Michaël Delafosse (à gauche), candidat socialiste à la mairie de Montpellier (Hérault), en discussion avec des habitants de la ville, le 16 juin 2020. (RAPHAEL GODET / FRANCEINFO)

Le maire sortant, élu en 2014, Philippe Saurel, arrivé en tête mi-mars avec 19,11% des suffrages, n'a pas beaucoup plus envie de s'étaler sur le sujet. Celui qui est élu au conseil municipal de Montpellier depuis 1995 évoque juste "une conjonction d'intérêts" face à lui. C'est "une alliance ni crédible, ni risible mais hétéroclite", répète-t-il, prudent. Avant de concéder que "c'est quelque chose qui est dans l'ADN de Montpellier".

Pas entièrement faux. Emmanuel Négrier n'a d'ailleurs pas assez de sa bouteille de soda pour nous énumérer les précédents. "Georges Frêche a toujours été mal avec le PS à Paris, Jacques Blanc était le vilain petit canard de la droite qui s’allie avec le FN en douce pour arriver au pouvoir, rappelle le politologue au CNRS de Montpellier. Si vous regardez dans l’histoire politique de Montpellier, c'est le cas depuis des lustres." 

Ce qu’il y a de spécifique ici, c'est cette politique de mauvais garçons, de 'bad boys'. Cela consiste à faire de la politique avec un moteur qui est le conflit.

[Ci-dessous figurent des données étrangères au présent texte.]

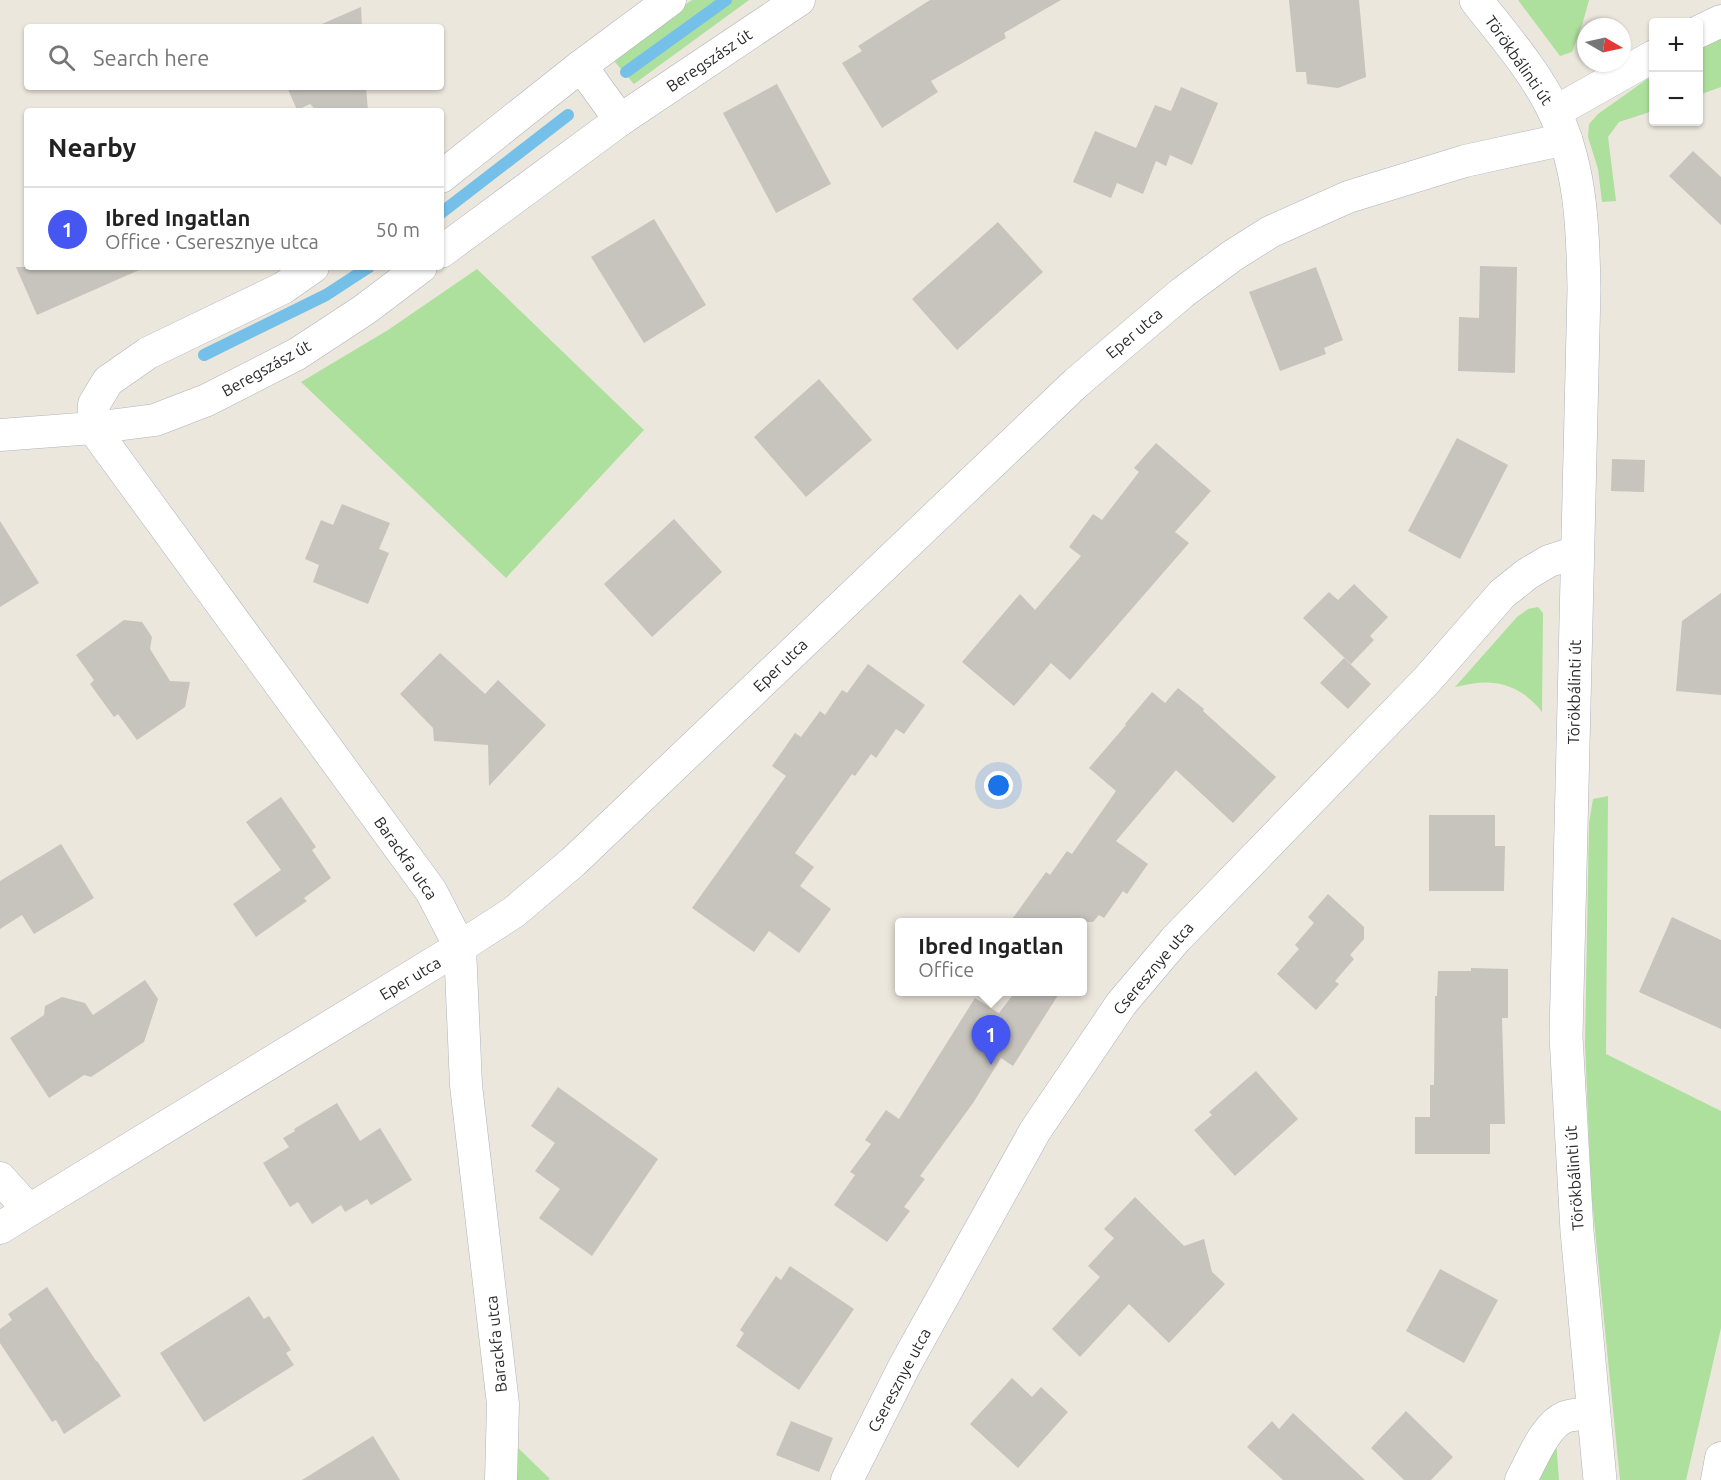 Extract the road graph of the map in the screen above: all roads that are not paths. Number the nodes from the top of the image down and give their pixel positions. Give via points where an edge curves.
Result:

Et un conflit qui peut être dur, très dur. Avec des sentiments, de la passion, des retrouvailles, des engueulades...

Emmanuel Négrier, politologue au CNRS de Montpellier

à franceinfo

Et cette campagne 2020 ne serait qu’un épisode de plus. Reste maintenant à voir le résultat dans les urnes. "Si on cumule le score du premier tour de Mohed Altrad et des trois candidats avec qui il s'est allié, on obtient pas loin de 40%, calcule de tête Emmanuel Négrier. Mais ce capital n'est, pour le moment, que virtuel. Dans l’arithmétique du second tour, 1 et 1 ne font jamais 2." 

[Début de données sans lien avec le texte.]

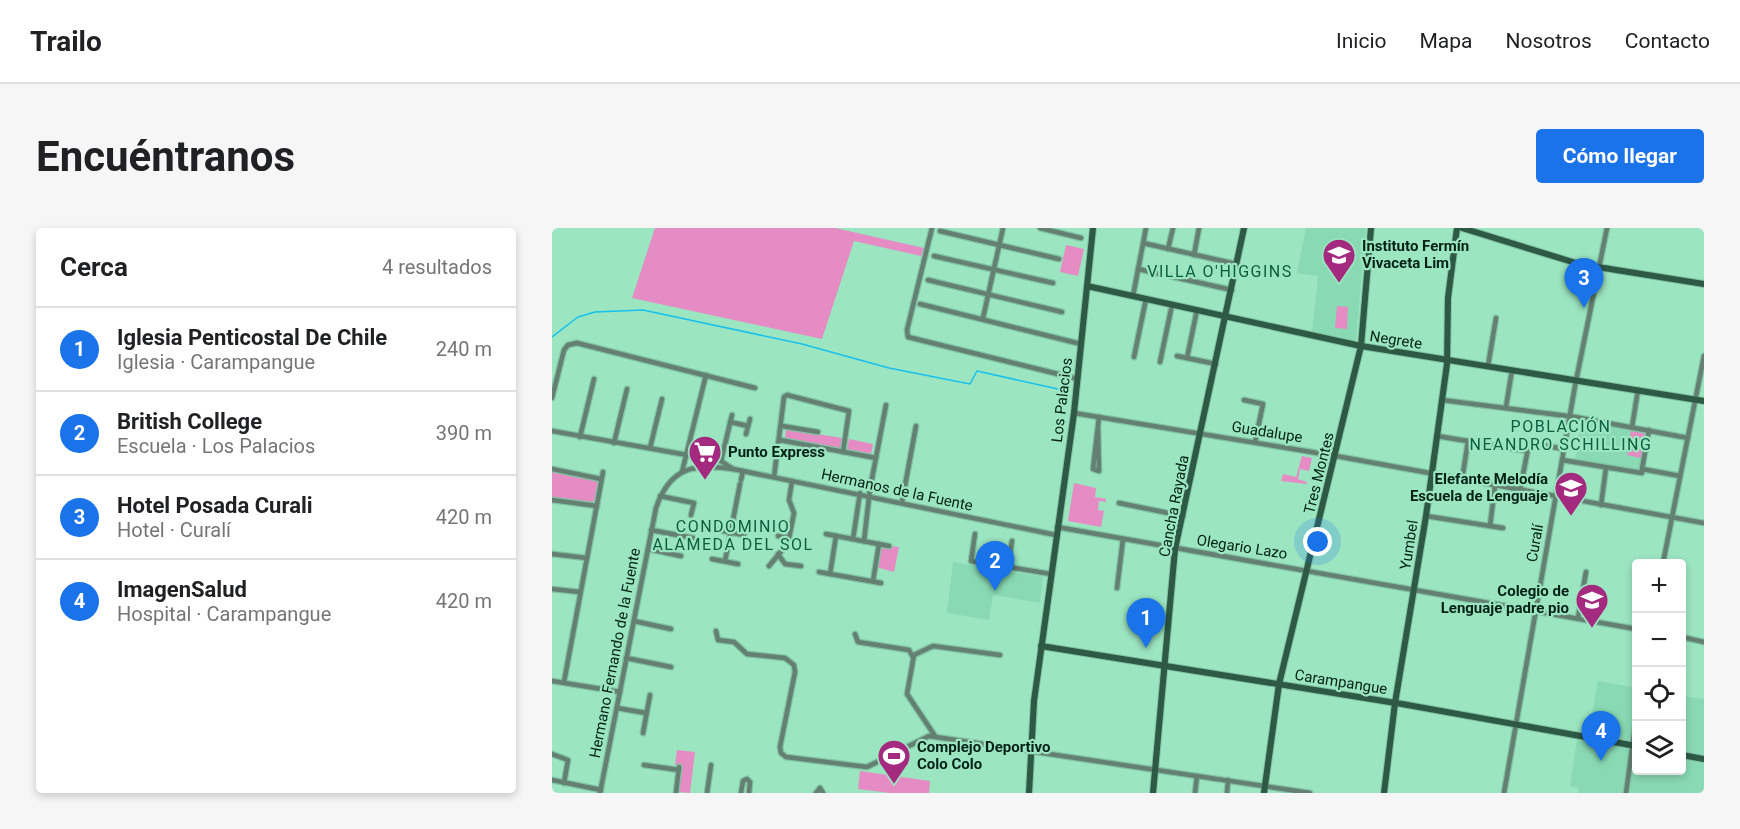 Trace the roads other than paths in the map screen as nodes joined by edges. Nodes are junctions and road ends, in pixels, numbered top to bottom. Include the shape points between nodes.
1 (925, 228) edge
2 (1003, 228) edge
3 (1040, 228) edge
4 (1093, 228) edge
5 (1146, 228) edge
6 (1173, 228) edge
7 (1199, 228) edge
8 (1244, 228) edge
9 (1371, 228) edge
10 (1457, 228) edge
11 (1462, 228) edge
12 (1607, 228) edge
13 (932, 229) edge
14 (940, 231) dead end
15 (1081, 238) dead end
16 (1143, 243) junction
17 (999, 244) junction
18 (1168, 249) junction
19 (1194, 255) junction
20 (933, 256) dead end
21 (1059, 258) dead end
22 (1236, 264) junction
23 (1599, 268) junction
24 (993, 269) junction
25 (1138, 269) junction
26 (928, 280) dead end
27 (1053, 283) dead end
28 (1704, 284) edge
29 (1087, 286) junction
30 (1232, 290) junction
31 (987, 294) junction
32 (1133, 296) junction
33 (1146, 299) junction
34 (920, 304) dead end
35 (1172, 305) junction
36 (1197, 310) junction
37 (1062, 312) dead end
38 (1226, 316) junction
39 (983, 318) junction
40 (1496, 318) dead end
41 (1081, 344) junction
42 (1361, 346) junction
43 (1177, 356) dead end
44 (1704, 356) edge
45 (1134, 357) dead end
46 (1187, 358) junction
47 (1447, 360) junction
48 (1160, 362) dead end
49 (1216, 363) junction
50 (1488, 366) junction
51 (1512, 370) junction
52 (706, 375) junction
53 (594, 379) dead end
54 (1078, 379) junction
55 (1576, 380) junction
56 (755, 388) dead end
57 (627, 389) dead end
58 (1638, 390) junction
59 (552, 398) edge
60 (662, 399) dead end
61 (1244, 400) dead end
62 (1442, 400) junction
63 (1695, 400) junction
64 (1704, 401) edge
65 (886, 405) dead end
66 (1506, 407) junction
67 (1074, 413) junction
68 (732, 415) dead end
69 (1099, 417) junction
70 (1569, 417) junction
71 (750, 419) dead end
72 (730, 422) junction
73 (748, 426) junction
74 (782, 426) junction
75 (916, 426) dead end
76 (1632, 427) junction
77 (1098, 428) junction
78 (1649, 430) junction
79 (552, 431) edge
80 (818, 432) dead end
81 (746, 434) dead end
82 (1201, 434) junction
83 (1437, 436) junction
84 (580, 437) junction
85 (1688, 438) junction
86 (780, 440) junction
87 (1468, 441) junction
88 (1255, 442) junction
89 (614, 443) junction
90 (650, 448) junction
91 (1564, 449) junction
92 (1528, 450) junction
93 (843, 452) junction
94 (686, 456) junction
95 (1336, 456) junction
96 (876, 458) junction
97 (1562, 460) junction
98 (720, 461) junction
99 (1606, 468) junction
100 (552, 469) edge
101 (733, 469) junction
102 (1642, 469) junction
103 (743, 471) junction
104 (603, 472) dead end
105 (682, 472) junction
106 (1431, 475) junction
107 (1680, 476) junction
108 (774, 477) junction
109 (601, 479) junction
110 (1461, 480) junction
111 (792, 481) junction
112 (1495, 486) junction
113 (1520, 490) junction
114 (860, 493) junction
115 (869, 495) junction
116 (660, 496) junction
117 (1556, 497) junction
118 (552, 500) edge
119 (902, 501) junction
120 (1119, 503) dead end
121 (1600, 505) junction
122 (597, 506) junction
123 (784, 507) dead end
124 (794, 509) junction
125 (691, 515) dead end
126 (1183, 516) junction
127 (1426, 516) junction
128 (1671, 518) junction
129 (1704, 523) edge
130 (1490, 526) junction
131 (1057, 527) junction
132 (1503, 528) dead end
133 (651, 530) junction
134 (718, 530) dead end
135 (731, 533) junction
136 (826, 534) dead end
137 (975, 534) dead end
138 (744, 535) dead end
139 (1056, 535) junction
140 (778, 536) dead end
141 (836, 536) junction
142 (693, 538) dead end
143 (789, 538) junction
144 (853, 539) junction
145 (1123, 539) junction
146 (864, 541) junction
147 (1012, 541) dead end
148 (879, 544) junction
149 (889, 546) dead end
150 (648, 549) junction
151 (1175, 549) junction
152 (552, 554) edge
153 (777, 554) junction
154 (681, 556) dead end
155 (587, 558) junction
156 (712, 558) dead end
157 (1664, 559) edge
158 (725, 561) junction
159 (738, 564) dead end
160 (770, 566) dead end
161 (801, 566) dead end
162 (1008, 567) junction
163 (1308, 570) junction
164 (819, 572) dead end
165 (1586, 572) dead end
166 (830, 574) junction
167 (1051, 574) junction
168 (873, 581) junction
169 (881, 583) dead end
170 (1117, 588) dead end
171 (552, 589) edge
172 (1414, 591) junction
173 (580, 592) junction
174 (1536, 610) junction
175 (1578, 618) junction
176 (634, 621) junction
177 (1632, 628) edge
178 (671, 629) dead end
179 (716, 631) dead end
180 (855, 634) dead end
181 (1686, 638) edge
182 (1704, 642) edge
183 (1041, 646) junction
184 (1000, 655) dead end
185 (913, 657) junction
186 (626, 658) junction
187 (1166, 665) junction
188 (671, 667) dead end
189 (552, 681) edge
190 (564, 682) junction
191 (1279, 684) junction
192 (620, 692) junction
193 (650, 694) dead end
194 (1395, 703) junction
195 (617, 708) junction
196 (646, 713) junction
197 (1516, 724) junction
198 (643, 733) dead end
199 (935, 736) junction
200 (1632, 746) edge
201 (1031, 752) junction
202 (552, 754) edge
203 (1686, 756) edge
204 (1632, 758) edge
205 (1704, 759) edge
206 (644, 765) dead end
207 (711, 765) dead end
208 (1155, 770) junction
209 (1197, 776) junction
210 (552, 780) edge
211 (1228, 780) junction
212 (564, 783) junction
213 (1265, 789) edge
214 (601, 791) edge
215 (1297, 792) edge
216 (676, 793) edge
217 (707, 793) edge
218 (741, 793) edge
219 (749, 793) edge
220 (816, 793) edge
221 (823, 793) edge
222 (1029, 793) edge
223 (1153, 793) edge
224 (1195, 793) edge
225 (1227, 793) edge
226 (1310, 793) edge
227 (1384, 793) edge
228 (1504, 793) edge
229 (1626, 793) edge

1 - 13 street
2 - 17 street
3 - 15 street
4 - 29 main road, Los Palacios
5 - 16 street
6 - 18 street
7 - 19 street
8 - 22 main road, Cancha Rayada
9 - 42 main road, Tres Montes
10 - 47 main road, Yumbel via 1448,298
11 - 23 main road
12 - 23 street, Curalí
13 - 54 street via 908,337
14 - 17 street
16 - 18 street
16 - 25 street
17 - 21 street
17 - 24 street
18 - 19 street
19 - 22 street
20 - 24 street
22 - 30 main road, Cancha Rayada
23 - 28 main road
23 - 55 street, Curalí
24 - 27 street
24 - 31 street
25 - 30 street
25 - 32 street
26 - 31 street
29 - 32 main road, Negrete
29 - 41 main road, Los Palacios
30 - 38 main road, Cancha Rayada
31 - 37 street
31 - 39 street
32 - 33 main road, Negrete
33 - 35 main road, Negrete
33 - 45 street
34 - 39 street
35 - 36 main road, Negrete
35 - 48 street
36 - 38 main road, Negrete
36 - 46 street
38 - 42 main road, Negrete
38 - 49 main road, Cancha Rayada
39 - 41 street
40 - 50 street
41 - 54 main road, Los Palacios
42 - 47 main road, Negrete
42 - 95 main road, Tres Montes
43 - 46 street
44 - 63 street
46 - 49 street
47 - 50 main road, Negrete
47 - 62 main road, Yumbel
49 - 82 main road, Cancha Rayada
50 - 51 main road, Negrete
51 - 55 main road, Negrete
51 - 66 street
52 - 56 street
52 - 59 street via 572,343 564,350
52 - 94 street
53 - 84 street
54 - 67 main road, Los Palacios
55 - 58 main road, Negrete
55 - 70 street, Curalí
57 - 89 street
58 - 63 main road, Negrete
58 - 76 street
60 - 90 street
61 - 88 street via 1263,404
62 - 66 street
62 - 83 main road, Yumbel
63 - 64 main road, Negrete
63 - 85 street
65 - 96 street
66 - 70 street
67 - 69 street, Guadalupe
67 - 131 main road, Los Palacios
68 - 72 street
69 - 77 street
69 - 82 street, Guadalupe
70 - 76 street
70 - 91 street, Curalí
71 - 73 street
72 - 73 street
72 - 98 street
73 - 81 street
74 - 80 street
74 - 86 street
74 - 93 street via 787,395 847,409 850,414
75 - 119 street
76 - 78 street
77 - 77 street via 1093,469 1099,471 1100,434
78 - 85 street
78 - 102 street
79 - 84 street
82 - 88 street, Guadalupe
82 - 126 main road, Cancha Rayada
83 - 87 street
83 - 106 main road, Yumbel
84 - 89 street
85 - 107 street
86 - 93 street
86 - 108 street
87 - 92 street
87 - 110 street
88 - 95 street, Guadalupe
89 - 90 street
90 - 94 street
91 - 92 street via 1537,444
91 - 97 street, Curalí
92 - 113 street
93 - 96 street
94 - 98 street
94 - 105 street
95 - 106 street, Guadalupe
95 - 163 main road, Tres Montes
96 - 115 street
97 - 99 street
97 - 117 street, Curalí
98 - 101 street
99 - 102 street via 1642,473
99 - 121 street
100 - 109 street
101 - 103 street, Hermanos de la Fuente
101 - 105 street via 704,466
102 - 107 street
103 - 108 street, Hermanos de la Fuente
103 - 135 street
104 - 109 street
105 - 116 street, Hermano Fernando de la Fuente
106 - 110 street, Guadalupe
106 - 127 main road, Yumbel
107 - 128 street
108 - 111 street, Hermanos de la Fuente
109 - 122 street
110 - 112 street, Guadalupe
111 - 114 street, Hermanos de la Fuente
111 - 124 street via 789,500
112 - 113 street, Guadalupe
112 - 130 street
113 - 117 street, Guadalupe
114 - 115 street, Hermanos de la Fuente
114 - 144 street
115 - 119 street, Hermanos de la Fuente
115 - 146 street
116 - 125 street via 694,503
116 - 133 street, Hermano Fernando de la Fuente
117 - 121 street, Guadalupe
117 - 174 street, Curalí
118 - 122 street
119 - 139 street, Hermanos de la Fuente
120 - 126 street
121 - 128 street, Guadalupe
122 - 155 street
123 - 124 street
124 - 143 street
126 - 151 main road, Cancha Rayada
127 - 130 street
127 - 172 main road, Yumbel
128 - 129 street, Guadalupe
128 - 157 street
130 - 132 street
131 - 139 main road, Los Palacios
131 - 145 street, Olegario Lazo
133 - 142 street
133 - 150 street, Hermano Fernando de la Fuente
134 - 135 street
135 - 138 street
135 - 158 street
136 - 141 street
137 - 162 street via 971,561
139 - 167 main road, Los Palacios
140 - 143 street
141 - 144 street
141 - 166 street
143 - 153 street
144 - 146 street
145 - 151 street, Olegario Lazo
145 - 170 street
146 - 148 street
147 - 162 street
148 - 149 street
148 - 168 street
150 - 154 street
150 - 176 street, Hermano Fernando de la Fuente
151 - 163 street, Olegario Lazo
151 - 187 main road, Cancha Rayada
152 - 155 street
153 - 160 street
153 - 161 street via 785,564
155 - 173 street
156 - 158 street
158 - 159 street
162 - 167 street
163 - 172 street, Olegario Lazo
163 - 191 main road, Tres Montes
164 - 166 street
165 - 175 street
166 - 168 street
167 - 183 main road, Los Palacios
168 - 169 street
171 - 173 street
172 - 174 street, Olegario Lazo
172 - 194 main road, Yumbel
173 - 190 street
174 - 175 street, Olegario Lazo
174 - 197 street, Curalí
175 - 177 street, Olegario Lazo
176 - 178 street
176 - 186 street, Hermano Fernando de la Fuente
179 - 199 street via 718,640 734,642 747,654 785,658 794,665 780,747 786,757 867,767
180 - 185 street via 858,642 909,650
181 - 182 street
183 - 187 main road, Carampangue
183 - 201 main road, Los Palacios
184 - 185 street via 933,646
185 - 199 street via 907,694
186 - 188 street
186 - 192 street, Hermano Fernando de la Fuente
187 - 191 main road, Carampangue
187 - 208 main road, Cancha Rayada
189 - 190 street
190 - 192 street
191 - 194 main road, Carampangue
191 - 213 main road, Tres Montes
192 - 195 street, Hermano Fernando de la Fuente
193 - 196 street
194 - 197 main road, Carampangue
194 - 227 main road, Yumbel
195 - 196 street
195 - 214 street, Hermano Fernando de la Fuente
196 - 198 street
197 - 200 main road, Carampangue
197 - 228 street, Curalí
199 - 201 street
201 - 208 street
201 - 222 main road, Los Palacios
202 - 212 street via 568,760
203 - 205 main road
204 - 229 street
206 - 216 street via 679,769
207 - 217 street
208 - 209 street
208 - 223 main road, Cancha Rayada
209 - 211 street
209 - 224 street
210 - 212 street
211 - 213 street
211 - 225 street
212 - 214 street
213 - 215 street
215 - 226 street
218 - 219 street via 747,779
220 - 221 street via 820,788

C'est d'ailleurs ce que semble montrer le premier sondage réalisé par l'Ifop pour La Tribune, diffusé le 17 juin. Le candidat socialiste Michaël Delafosse est donné gagnant avec 39% des intentions de vote, devant le maire sortant Philippe Saurel (34%). Un peu plus loin derrière, Mohed Altrad ferme la marche avec 27%. Son GPS a encore quelques jours pour trouver le chemin de la victoire.